If you weren’t able to attend this meeting, you can find the presentations on our website and you can request a video recording of the meeting.  Managing multiple levels of risk will continue to be a challenge for health systems in the future, especially those that have made the strategic investment to own a health plan. 


Study on Health Plan Shopping – Reluctants, Premiums and Defaulters

By Clive Riddle, October 10, 2014

Vitals – who provide a consumer health information platform including doctor ratings and reviews, has released a study on health plan shoppers in open enrollment season, and lumping many of the shoppers into three categories: (1) The Reluctant; (2) The Premium; and (3) The Defaulter. Vitals study was based on their August online survey of 1,000 adults.

The big takeaways from their survey?

  • 80 percent of respondents said they were not planning to switch their insurance this year.
  • More than 1 in 5 are dissatisfied with their plan.
  • Nearly one-third said they were unhappy with the value for cost of their plan.
  • 27 percent were unhappy with customer support services
  • 9 percent were unhappy with the lack of quality network doctors and hospitals

So what the heck are Vitals’ trio of Reluctants, Premiums and Defaulters?

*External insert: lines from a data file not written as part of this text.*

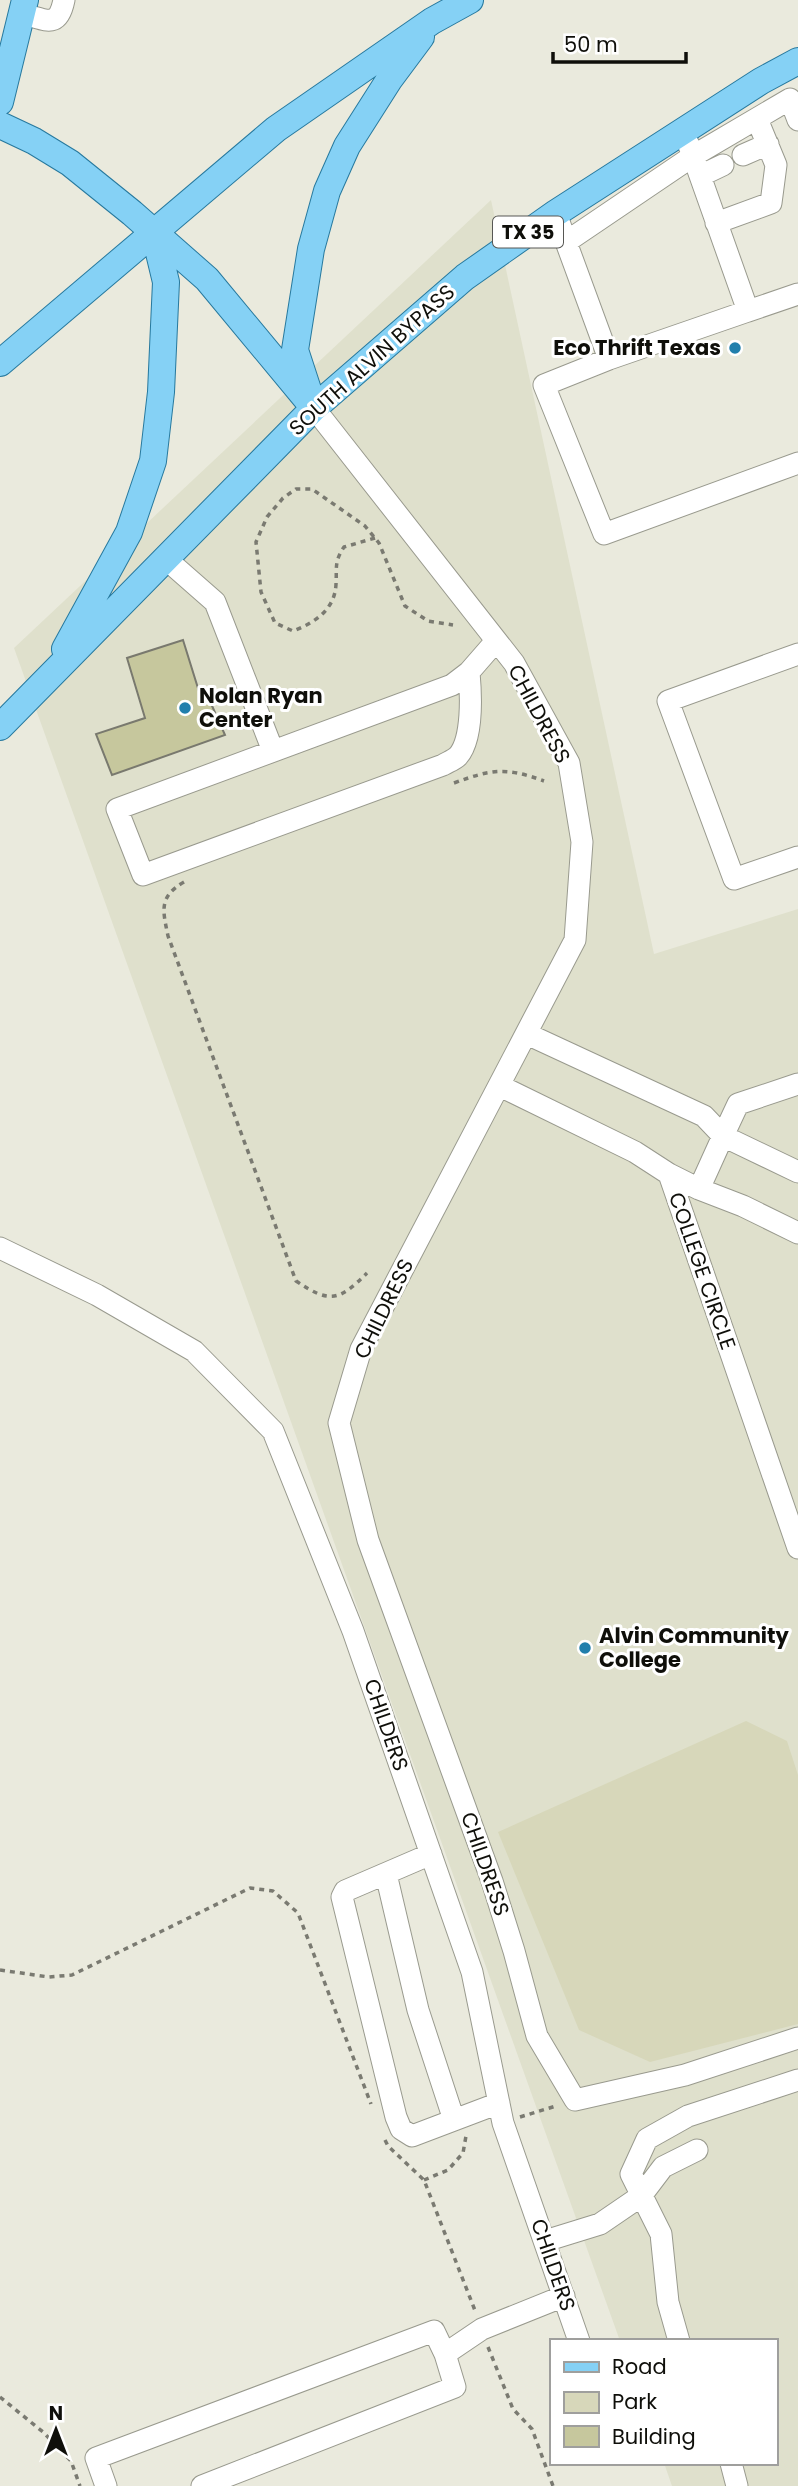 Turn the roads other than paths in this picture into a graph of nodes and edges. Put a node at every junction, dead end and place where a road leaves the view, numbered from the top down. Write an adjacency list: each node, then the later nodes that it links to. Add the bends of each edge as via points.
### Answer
1 (64, 0): 3 (street, via 61,13 53,20)
2 (470, 0): 4 (main road)
3 (23, 7): 6 (main road)
4 (432, 21): 17 (main road, via 276,129); 23 (main road, via 347,146 327,191 311,249 295,350)
5 (798, 61): 10 (main road, SOUTH ALVIN BYPASS / TX 35)
6 (0, 102)
7 (757, 119): 8 (street, via 790,99); 11 (street); 14 (street)
8 (798, 120)
9 (0, 125): 17 (main road, via 70,163)
10 (683, 131): 14 (street); 15 (main road, SOUTH ALVIN BYPASS / TX 35)
11 (768, 144): 12 (street); 16 (street, via 776,165 771,203)
12 (743, 155)
13 (723, 165): 14 (street)
14 (696, 166): 16 (street); 18 (street)
15 (556, 213): 18 (street); 23 (main road, SOUTH ALVIN BYPASS / TX 35, via 465,277)
16 (716, 223): 20 (street)
17 (154, 232): 22 (main road); 23 (main road, via 207,279); 29 (main road, via 166,282 153,461 129,532)
18 (566, 242): 21 (street)
19 (798, 294): 20 (street)
20 (748, 311): 21 (street)
21 (609, 359): 24 (street, via 544,386 604,534)
22 (0, 363)
23 (314, 408): 25 (main road, SOUTH ALVIN BYPASS / TX 35); 26 (street, CHILDRESS)
24 (798, 463)
25 (166, 559): 29 (main road, SOUTH ALVIN BYPASS / TX 35); 31 (street, via 215,602)
26 (496, 641): 28 (street); 33 (street, CHILDRESS, via 514,663 569,763 582,842 575,940)
27 (798, 654): 32 (street, via 668,701 734,879)
28 (469, 672): 31 (street, via 452,685); 31 (street, via 472,699 465,743 457,757 143,875 117,809)
29 (51, 675): 30 (main road, SOUTH ALVIN BYPASS / TX 35)
30 (0, 727)
31 (273, 751)
32 (798, 857)
33 (527, 1034): 35 (street, CHILDRESS); 36 (street, via 704,1116)
34 (798, 1084): 36 (street, via 738,1104)
35 (500, 1086): 38 (street, COLLEGE CIRCLE, via 635,1152); 45 (street, CHILDRESS, via 361,1349 339,1423 368,1540 492,1881 537,2036 575,2100 685,2075)
36 (723, 1136): 37 (street); 39 (street)
37 (798, 1172)
38 (669, 1174): 39 (street); 42 (street, COLLEGE CIRCLE)
39 (699, 1189): 40 (street)
40 (798, 1233)
41 (0, 1248): 43 (street, CHILDERS, via 97,1295 194,1351 273,1432 353,1631)
42 (798, 1548)
43 (431, 1854): 44 (street); 47 (street, CHILDERS, via 472,1972)
44 (386, 1874): 48 (street, via 418,2010); 48 (street, via 345,1891 342,1897 396,2117 401,2129 412,2136)
45 (798, 2038)
46 (798, 2080): 50 (street, via 688,2116 647,2139 631,2174)
47 (507, 2115): 48 (street); 51 (street, CHILDERS)
48 (454, 2120)
49 (697, 2150): 50 (street, via 663,2167)
50 (642, 2196): 51 (street, via 600,2224); 54 (street, via 661,2234 668,2302)
51 (545, 2241): 52 (street, CHILDERS)
52 (564, 2296): 53 (street, CHILDERS); 55 (street, via 482,2329)
53 (578, 2339)
54 (678, 2339)
55 (445, 2354): 57 (street, via 434,2331 96,2458); 58 (street, via 455,2387)
56 (731, 2465): 59 (street)
57 (106, 2486)
58 (202, 2486)
59 (737, 2486) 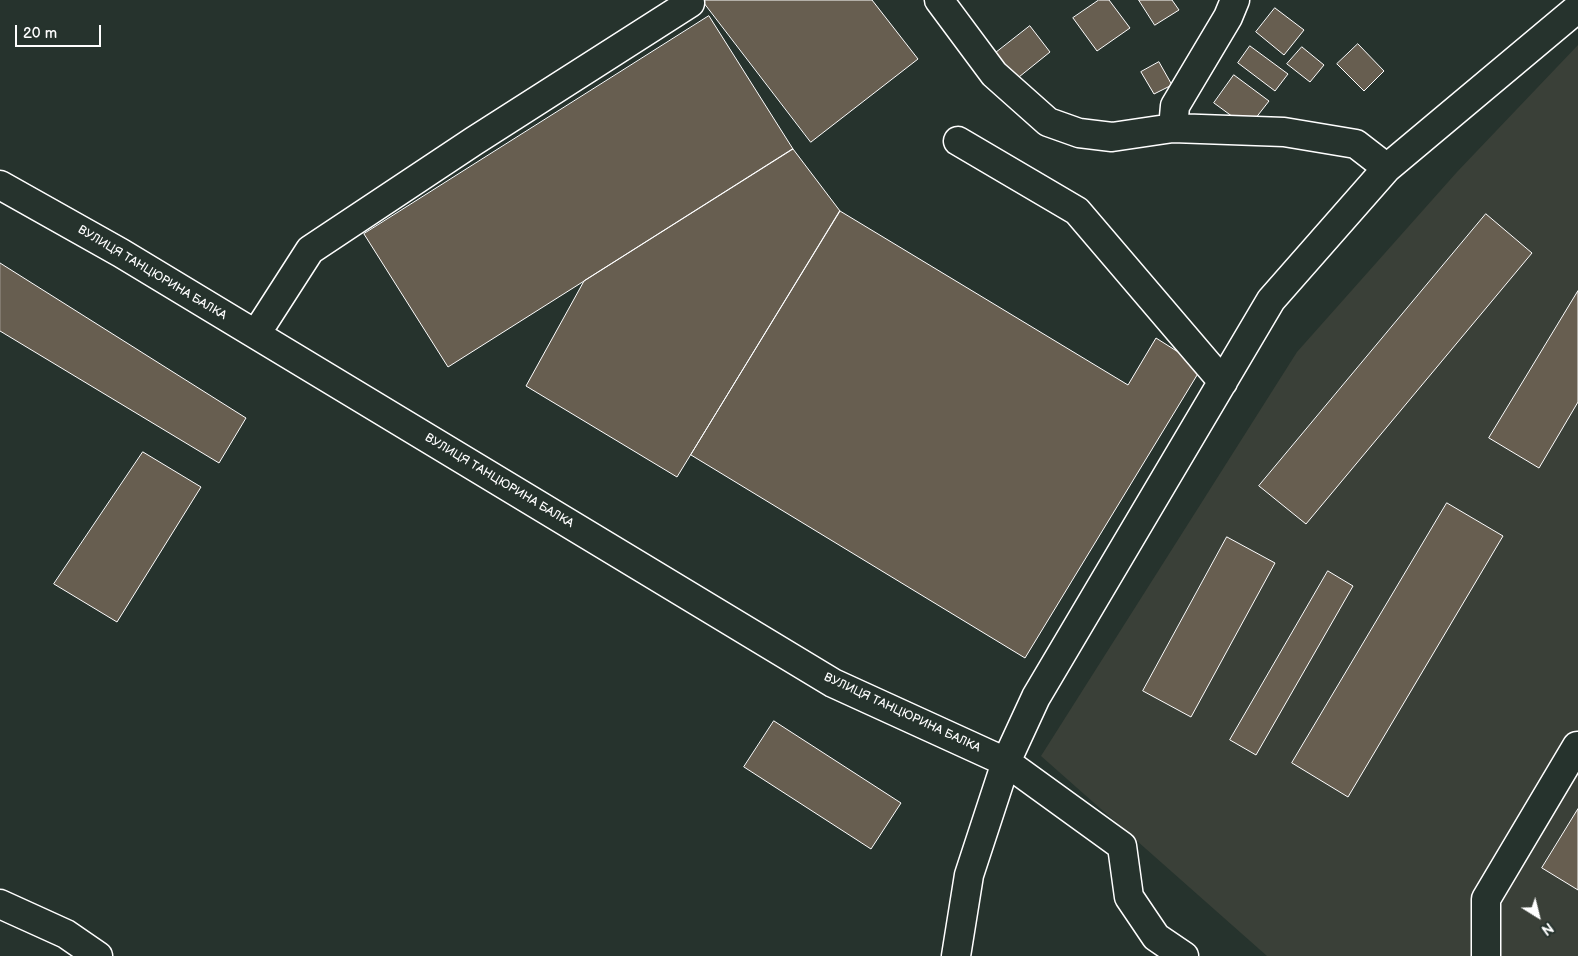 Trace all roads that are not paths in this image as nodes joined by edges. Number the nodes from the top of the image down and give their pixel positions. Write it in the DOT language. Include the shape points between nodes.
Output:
graph roads {
  1 [pos="939,0"];
  2 [pos="1235,0"];
  3 [pos="690,3"];
  4 [pos="1578,8"];
  5 [pos="1173,128"];
  6 [pos="958,141"];
  7 [pos="1387,168"];
  8 [pos="0,185"];
  9 [pos="256,334"];
  10 [pos="1223,382"];
  11 [pos="1577,746"];
  12 [pos="1006,762"];
  13 [pos="0,904"];
  14 [pos="98,956"];
  15 [pos="956,956"];
  16 [pos="1184,956"];
  17 [pos="1486,956"];
  1 -- 5 [label="street" via="994,74 1048,122 1079,133 1112,137"];
  2 -- 5 [label="street" via="1176,106"];
  3 -- 9 [label="street" via="310,250"];
  4 -- 7 [label="street"];
  5 -- 7 [label="street" via="1284,132 1356,144"];
  6 -- 10 [label="street" via="1077,211"];
  7 -- 10 [label="street" via="1271,300"];
  8 -- 9 [label="street, ВУЛИЦЯ ТАНЦЮРИНА БАЛКА"];
  9 -- 12 [label="street, ВУЛИЦЯ ТАНЦЮРИНА БАЛКА" via="833,683"];
  10 -- 12 [label="street" via="1036,697"];
  11 -- 17 [label="street" via="1486,899"];
  12 -- 15 [label="street" via="969,874"];
  12 -- 16 [label="street, ВУЛИЦЯ ТАНЦЮРИНА БАЛКА" via="1122,846 1129,897 1156,937"];
  13 -- 14 [label="street" via="66,934"];
}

Vitals classifies Reluctants as age 30-44 with no dependents and household income under $25k, who are satisfied with their plan provider network but not the plan value. Vitals says “the Reluctant doesn’t want to buy insurance and isn’t satisfied with their plan – if they even have one. They’re more likely to have an HMO to keep costs down, but still say they’re not getting a good value for cost. Over 1 in 4 will switch their health plan during open enrollment this year. Their main gripe: Cost. They index higher for cost increases over the past year and report being surprised more by health care costs this year, compared to last year.”

Vitals classifies Premiums as age 45-60 with dependents and household income over $100k, who also are happiest with the network and unhappiest with plan value. Vitals tells us “the Premium is most likely to have Cadillac-like coverage for their health care. They index higher for employer-provided health care and PPO-type plans, which offer the most flexibility. Premium shoppers are most likely to say they’re happy with their health insurance – only 5 percent will switch during open enrollment! And they uniformly agree they have adequate access to medical care.”

Finally, Vitals classifies Defaulters as any age adult (but often age 60+) with no dependents and household income of $50 - $99k. They define the Defaulter as someone “on cruise control and typically doesn’t review or change their plan from year to year.”